Read The Poisoner's Handbook Page 26


  People had killed themselves simply by swallowing several ounces of tobacco, although that acted more slowly than the pure alkaloid. But no one was sure how much nicotine was inhaled in smoke or how dangerous it might be. For one thing, nicotine was surprisingly difficult to measure; an analysis done in 1929 pointed out that tobacco plants contained differing amounts of the poison, according to where they were grown—Virginia plants, it turned out, contained three times as much as those grown in the West Indies. And people inhaled differently as well—some puffed away rapidly, some held the smoke deep in their lungs; that would account for the range of carbon monoxide readings—from 8 to 19 percent—that Gettler had recorded when looking at smokers.

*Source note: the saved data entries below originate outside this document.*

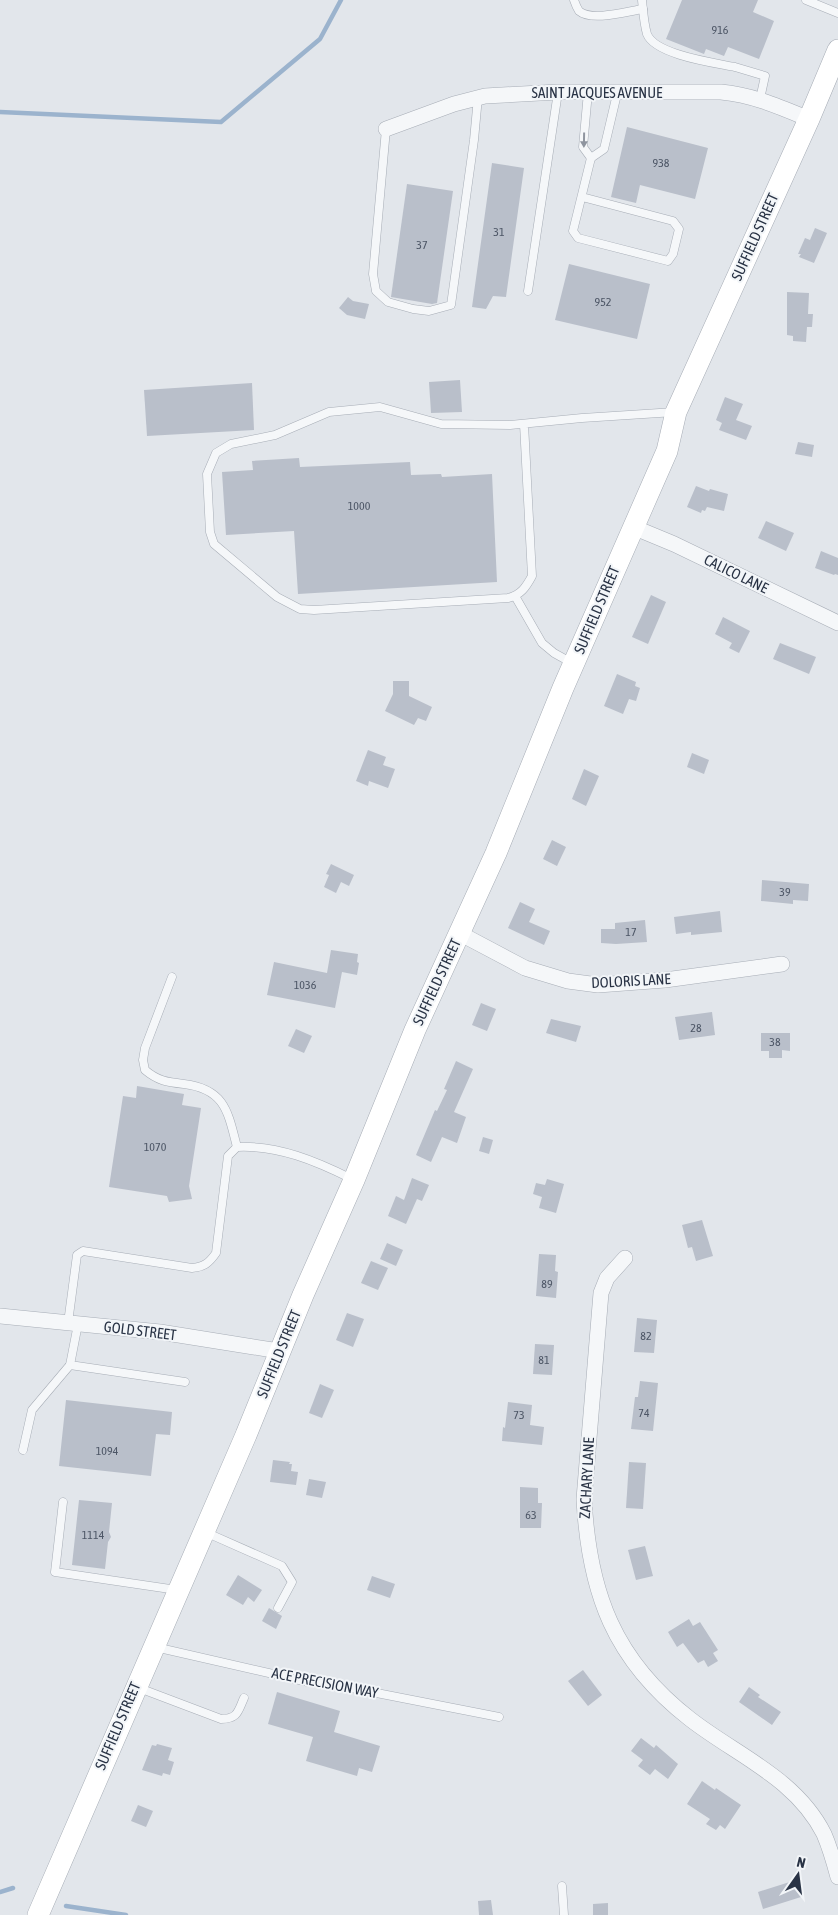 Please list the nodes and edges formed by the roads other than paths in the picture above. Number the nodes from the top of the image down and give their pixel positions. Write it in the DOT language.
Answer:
graph roads {
  1 [pos="574,0"];
  2 [pos="642,0"];
  3 [pos="808,0"];
  4 [pos="643,9"];
  5 [pos="838,13"];
  6 [pos="838,50"];
  7 [pos="558,92"];
  8 [pos="588,92"];
  9 [pos="617,94"];
  10 [pos="478,97"];
  11 [pos="760,100"];
  12 [pos="809,119"];
  13 [pos="386,128"];
  14 [pos="591,158"];
  15 [pos="582,197"];
  16 [pos="528,291"];
  17 [pos="676,412"];
  18 [pos="524,424"];
  19 [pos="633,527"];
  20 [pos="515,596"];
  21 [pos="838,623"];
  22 [pos="574,664"];
  23 [pos="459,933"];
  24 [pos="782,964"];
  25 [pos="172,977"];
  26 [pos="237,1147"];
  27 [pos="354,1180"];
  28 [pos="625,1258"];
  29 [pos="0,1316"];
  30 [pos="73,1323"];
  31 [pos="279,1351"];
  32 [pos="70,1365"];
  33 [pos="185,1382"];
  34 [pos="23,1450"];
  35 [pos="63,1502"];
  36 [pos="203,1531"];
  37 [pos="177,1590"];
  38 [pos="278,1608"];
  39 [pos="153,1646"];
  40 [pos="136,1686"];
  41 [pos="244,1698"];
  42 [pos="499,1717"];
  43 [pos="838,1877"];
  44 [pos="562,1886"];
  45 [pos="38,1915"];
  46 [pos="564,1915"];
  1 -- 4 [label="lane"];
  2 -- 4 [label="lane"];
  3 -- 5 [label="lane"];
  4 -- 11 [label="lane"];
  6 -- 12 [label="main road, SUFFIELD STREET"];
  7 -- 8 [label="street, SAINT JACQUES AVENUE"];
  7 -- 10 [label="street, SAINT JACQUES AVENUE"];
  7 -- 16 [label="lane"];
  8 -- 9 [label="street, SAINT JACQUES AVENUE"];
  8 -- 14 [label="lane, one-way"];
  9 -- 11 [label="street, SAINT JACQUES AVENUE"];
  9 -- 14 [label="lane"];
  10 -- 13 [label="street, SAINT JACQUES AVENUE"];
  10 -- 13 [label="lane"];
  11 -- 12 [label="street, SAINT JACQUES AVENUE"];
  12 -- 17 [label="main road, SUFFIELD STREET"];
  14 -- 15 [label="lane"];
  15 -- 15 [label="lane"];
  17 -- 18 [label="lane"];
  17 -- 19 [label="main road, SUFFIELD STREET"];
  18 -- 20 [label="lane"];
  18 -- 20 [label="lane"];
  19 -- 21 [label="street, CALICO LANE"];
  19 -- 22 [label="main road, SUFFIELD STREET"];
  20 -- 22 [label="lane"];
  22 -- 23 [label="main road, SUFFIELD STREET"];
  23 -- 24 [label="street, DOLORIS LANE"];
  23 -- 27 [label="main road, SUFFIELD STREET"];
  25 -- 26 [label="lane"];
  26 -- 27 [label="lane"];
  26 -- 30 [label="lane"];
  27 -- 31 [label="main road, SUFFIELD STREET"];
  28 -- 43 [label="street, ZACHARY LANE"];
  29 -- 30 [label="street, GOLD STREET"];
  30 -- 31 [label="street, GOLD STREET"];
  30 -- 32 [label="lane"];
  31 -- 36 [label="main road, SUFFIELD STREET"];
  32 -- 33 [label="lane"];
  32 -- 34 [label="lane"];
  35 -- 37 [label="lane"];
  36 -- 37 [label="main road, SUFFIELD STREET"];
  36 -- 38 [label="lane"];
  37 -- 39 [label="main road, SUFFIELD STREET"];
  39 -- 40 [label="main road, SUFFIELD STREET"];
  39 -- 42 [label="lane, ACE PRECISION WAY"];
  40 -- 41 [label="lane"];
  40 -- 45 [label="main road, SUFFIELD STREET"];
  44 -- 46 [label="lane"];
}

  By the end of the 1920s, researchers knew that tobacco smoke contained more than nicotine and carbon monoxide. They’d also found cyanide, hydrogen sulfide, formaldehyde, ammonia, and pyridine, the latter a component in industrial solvents. A few doctors had also charted the chronic ill effects—sore throats and coughs, bronchitis, and heart and circulation problems, from rapid pulse to blocked arteries. Some even suspected that the chemistry of cigarette smoke might be linked to cancer, although that idea had plenty of skeptics.

  Far more doctors argued that the beneficial effects of smoking outweighed the yet-to-be-proven risks. Tobacco chemistry seemed to stimulate the nervous system in positive ways, producing alertness but also offering a soothing effect. It helped control appetite and thereby obesity. Some physicians believed that the smoke even fended off infections through a natural antiseptic action. Doctors writing in the British medical journal Lancet offered the happy notion that cigarettes helped people cope with the stresses of living in the complicated world of the early twentieth century.

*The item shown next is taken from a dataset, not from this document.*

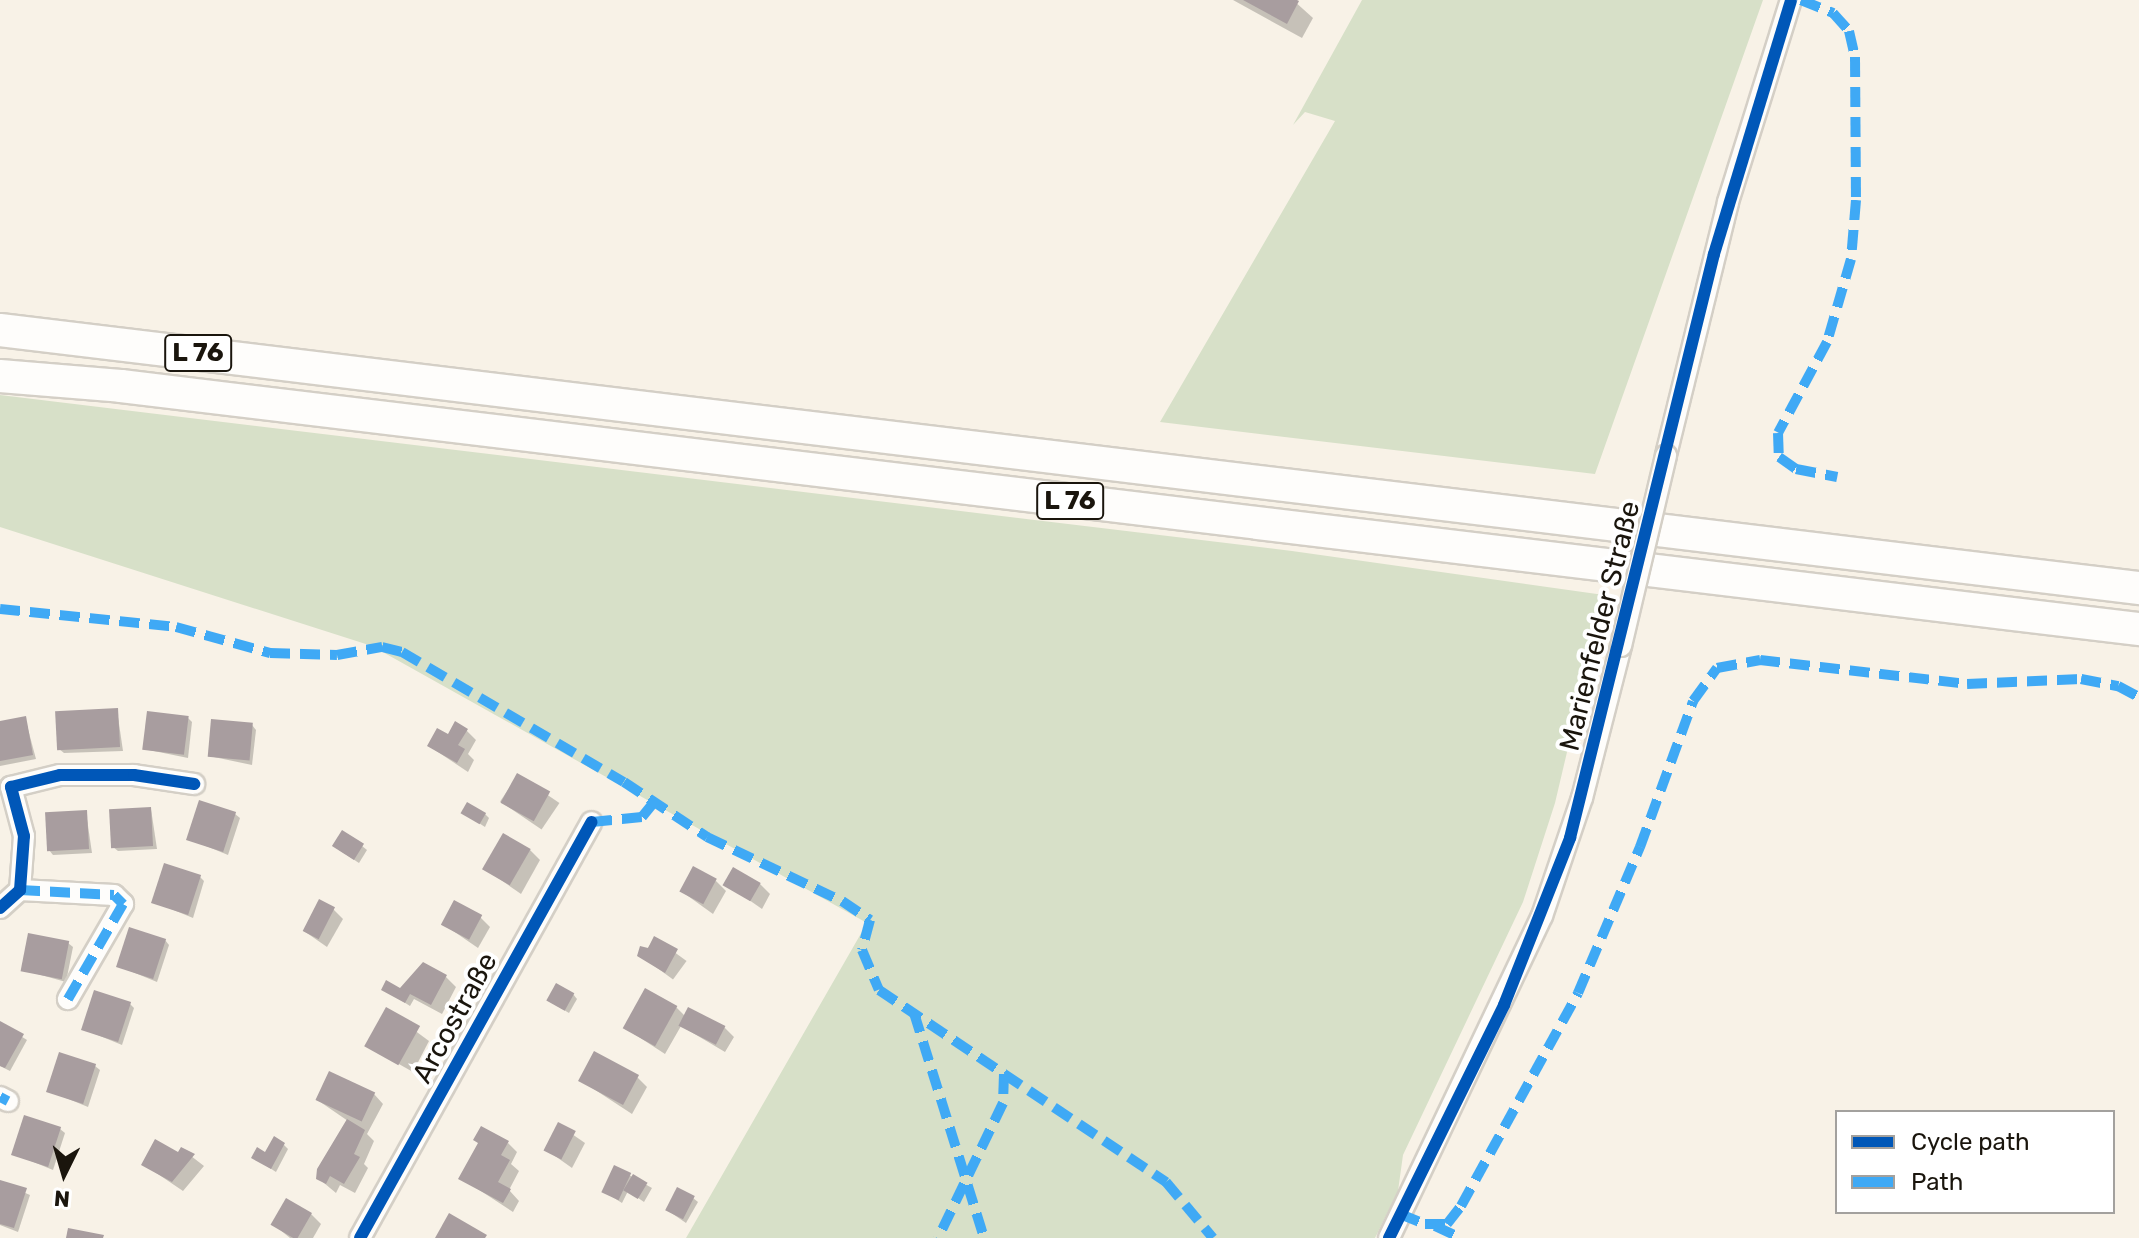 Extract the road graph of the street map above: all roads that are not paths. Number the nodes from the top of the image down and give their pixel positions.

  A comparable essay in the Journal of the American Medical Association cited sociability and relaxation as some of the more beneficial results of smoking tobacco. The author, while enthusiastic, acknowledged that about a third of the smokers in his own medical practice suffered from shortness of breath, a chronic cough, or both. “It still remains for the smoker to decide whether he desires to pay this price for the enjoyment he derives from it,” the physician wrote.

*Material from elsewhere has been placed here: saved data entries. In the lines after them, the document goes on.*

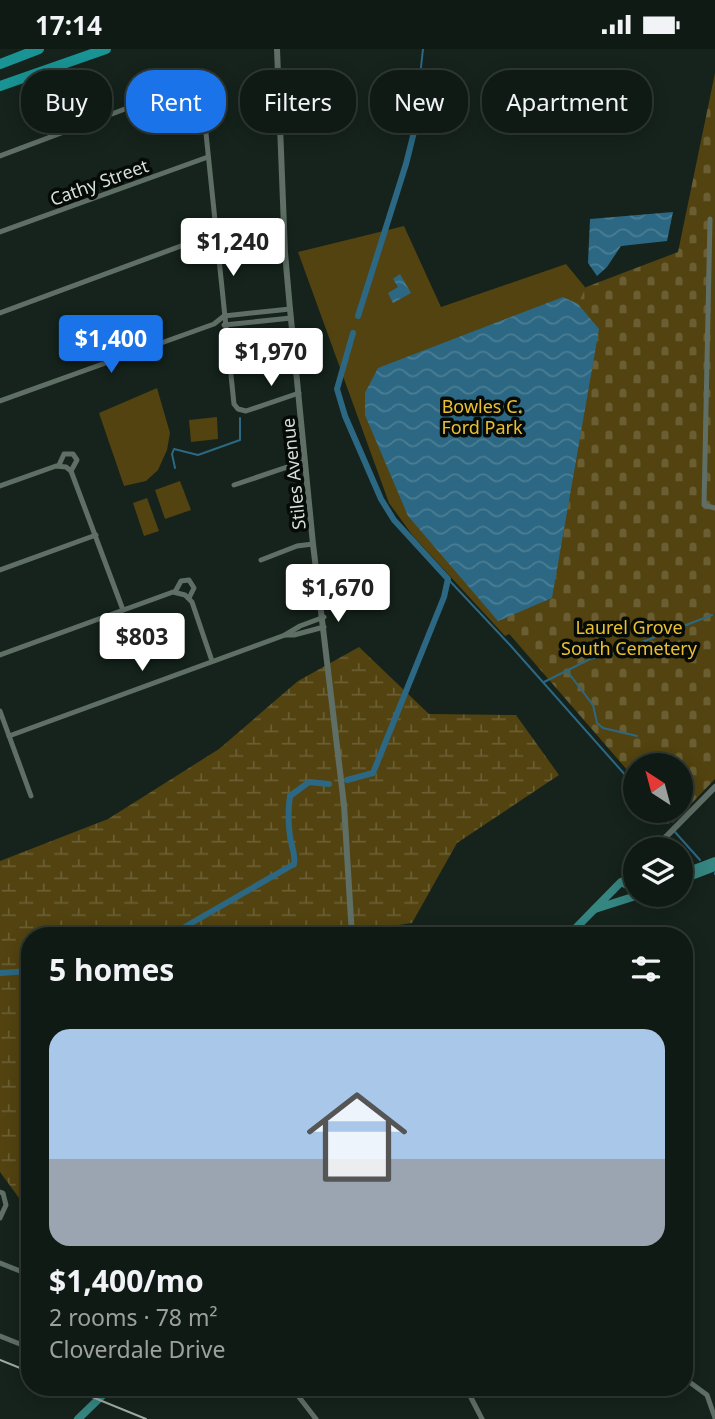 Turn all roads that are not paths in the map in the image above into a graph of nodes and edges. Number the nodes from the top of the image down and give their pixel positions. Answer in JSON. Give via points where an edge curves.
{"nodes":[{"id":1,"x":39,"y":49,"type":"edge"},
{"id":2,"x":106,"y":49,"type":"edge"},
{"id":3,"x":277,"y":49,"type":"edge"},
{"id":4,"x":0,"y":64,"type":"edge"},
{"id":5,"x":0,"y":86,"type":"edge"},
{"id":6,"x":0,"y":156,"type":"edge"},
{"id":7,"x":208,"y":157,"type":"junction"},
{"id":8,"x":710,"y":219,"type":"dead end"},
{"id":9,"x":0,"y":232,"type":"edge"},
{"id":10,"x":216,"y":233,"type":"junction"},
{"id":11,"x":713,"y":255,"type":"edge"},
{"id":12,"x":290,"y":309,"type":"junction"},
{"id":13,"x":0,"y":313,"type":"edge"},
{"id":14,"x":224,"y":316,"type":"junction"},
{"id":15,"x":291,"y":318,"type":"junction"},
{"id":16,"x":214,"y":324,"type":"junction"},
{"id":17,"x":225,"y":325,"type":"junction"},
{"id":18,"x":299,"y":393,"type":"junction"},
{"id":19,"x":0,"y":401,"type":"edge"},
{"id":20,"x":306,"y":461,"type":"junction"},
{"id":21,"x":59,"y":465,"type":"junction"},
{"id":22,"x":71,"y":471,"type":"junction"},
{"id":23,"x":234,"y":485,"type":"dead end"},
{"id":24,"x":0,"y":486,"type":"edge"},
{"id":25,"x":715,"y":508,"type":"edge"},
{"id":26,"x":96,"y":535,"type":"junction"},
{"id":27,"x":313,"y":544,"type":"junction"},
{"id":28,"x":261,"y":560,"type":"dead end"},
{"id":29,"x":0,"y":570,"type":"edge"},
{"id":30,"x":175,"y":592,"type":"junction"},
{"id":31,"x":189,"y":598,"type":"junction"},
{"id":32,"x":123,"y":610,"type":"junction"},
{"id":33,"x":324,"y":617,"type":"junction"},
{"id":34,"x":324,"y":627,"type":"junction"},
{"id":35,"x":285,"y":635,"type":"junction"},
{"id":36,"x":0,"y":655,"type":"edge"},
{"id":37,"x":212,"y":661,"type":"junction"},
{"id":38,"x":0,"y":711,"type":"edge"},
{"id":39,"x":9,"y":736,"type":"junction"},
{"id":40,"x":715,"y":787,"type":"edge"},
{"id":41,"x":31,"y":796,"type":"dead end"},
{"id":42,"x":666,"y":837,"type":"edge"},
{"id":43,"x":715,"y":861,"type":"edge"},
{"id":44,"x":715,"y":867,"type":"edge"},
{"id":45,"x":693,"y":869,"type":"edge"},
{"id":46,"x":693,"y":875,"type":"edge"},
{"id":47,"x":621,"y":882,"type":"edge"},
{"id":48,"x":623,"y":900,"type":"edge"},
{"id":49,"x":595,"y":909,"type":"junction"},
{"id":50,"x":351,"y":927,"type":"edge"},
{"id":51,"x":577,"y":927,"type":"edge"},
{"id":52,"x":1,"y":1193,"type":"edge"},
{"id":53,"x":0,"y":1218,"type":"edge"},
{"id":54,"x":0,"y":1263,"type":"edge"},
{"id":55,"x":21,"y":1271,"type":"edge"},
{"id":56,"x":0,"y":1336,"type":"edge"},
{"id":57,"x":21,"y":1344,"type":"edge"},
{"id":58,"x":693,"y":1385,"type":"edge"},
{"id":59,"x":102,"y":1396,"type":"edge"},
{"id":60,"x":298,"y":1396,"type":"edge"},
{"id":61,"x":470,"y":1396,"type":"edge"},
{"id":62,"x":81,"y":1416,"type":"edge"},
{"id":63,"x":715,"y":1418,"type":"edge"},
{"id":64,"x":316,"y":1419,"type":"edge"},
{"id":65,"x":482,"y":1419,"type":"edge"}],
"edges":[{"from":1,"to":4,"type":"highway"},
{"from":2,"to":5,"type":"highway"},
{"from":3,"to":12,"type":"street","name":"Stiles Avenue"},
{"from":6,"to":7,"type":"street","via":[[189,88],[198,92],[202,102]]},
{"from":7,"to":9,"type":"street","name":"Cathy Street"},
{"from":7,"to":10,"type":"street"},
{"from":8,"to":11,"type":"street"},
{"from":10,"to":13,"type":"street"},
{"from":10,"to":14,"type":"street"},
{"from":11,"to":25,"type":"street","via":[[704,505]]},
{"from":12,"to":14,"type":"street"},
{"from":12,"to":15,"type":"street","name":"Stiles Avenue"},
{"from":14,"to":16,"type":"street"},
{"from":14,"to":17,"type":"street"},
{"from":15,"to":17,"type":"street"},
{"from":15,"to":18,"type":"street","name":"Stiles Avenue"},
{"from":16,"to":17,"type":"street"},
{"from":16,"to":19,"type":"street"},
{"from":17,"to":18,"type":"street","via":[[238,409],[246,411]]},
{"from":18,"to":20,"type":"street","name":"Stiles Avenue"},
{"from":20,"to":23,"type":"street"},
{"from":20,"to":27,"type":"street","name":"Stiles Avenue"},
{"from":21,"to":22,"type":"street"},
{"from":21,"to":22,"type":"street","via":[[64,454],[73,454],[77,460]]},
{"from":21,"to":24,"type":"street"},
{"from":22,"to":26,"type":"street"},
{"from":26,"to":29,"type":"street"},
{"from":26,"to":32,"type":"street"},
{"from":27,"to":28,"type":"street"},
{"from":27,"to":33,"type":"street","name":"Stiles Avenue"},
{"from":30,"to":31,"type":"street"},
{"from":30,"to":31,"type":"street","via":[[181,581],[189,580],[194,587]]},
{"from":30,"to":32,"type":"street"},
{"from":31,"to":37,"type":"street"},
{"from":32,"to":36,"type":"street"},
{"from":33,"to":34,"type":"street","name":"Stiles Avenue"},
{"from":33,"to":35,"type":"street"},
{"from":34,"to":35,"type":"street"},
{"from":34,"to":50,"type":"street","name":"Stiles Avenue","via":[[344,805]]},
{"from":35,"to":37,"type":"street"},
{"from":37,"to":39,"type":"street"},
{"from":38,"to":39,"type":"street"},
{"from":39,"to":41,"type":"street"},
{"from":40,"to":42,"type":"street"},
{"from":43,"to":45,"type":"main road"},
{"from":44,"to":46,"type":"main road"},
{"from":47,"to":49,"type":"main road"},
{"from":48,"to":49,"type":"main road"},
{"from":49,"to":51,"type":"main road"},
{"from":52,"to":53,"type":"street","via":[[6,1205]]},
{"from":54,"to":55,"type":"street"},
{"from":56,"to":57,"type":"street"},
{"from":58,"to":63,"type":"street","via":[[707,1395]]},
{"from":59,"to":62,"type":"main road"},
{"from":60,"to":64,"type":"street"},
{"from":61,"to":65,"type":"street"}]}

  He added an unusual note of caution. Doctors didn’t understand the physiological effects of tobacco smoking, his JAMA editorial warned. They didn’t know the entire chemical composition of the smoke. They had yet to fully realize the “the clinical effects which can be caused by it.” There was reason to appreciate the habit, yes, but there was equally good reason to be wary.

  IN THE FIRST WEEK of October, Marino and his friends Pasqua, Kriesberg, and Murphy at last went to trial.

  During the five months since their murder indictments, the Bronx district attorney had ordered Malloy’s body exhumed and sent to Bellevue for analysis. True, the old alcoholic had been underground for months, but Gettler assured the DA that if the man had been killed by illuminating gas, his laboratory would find evidence of carbon monoxide still there.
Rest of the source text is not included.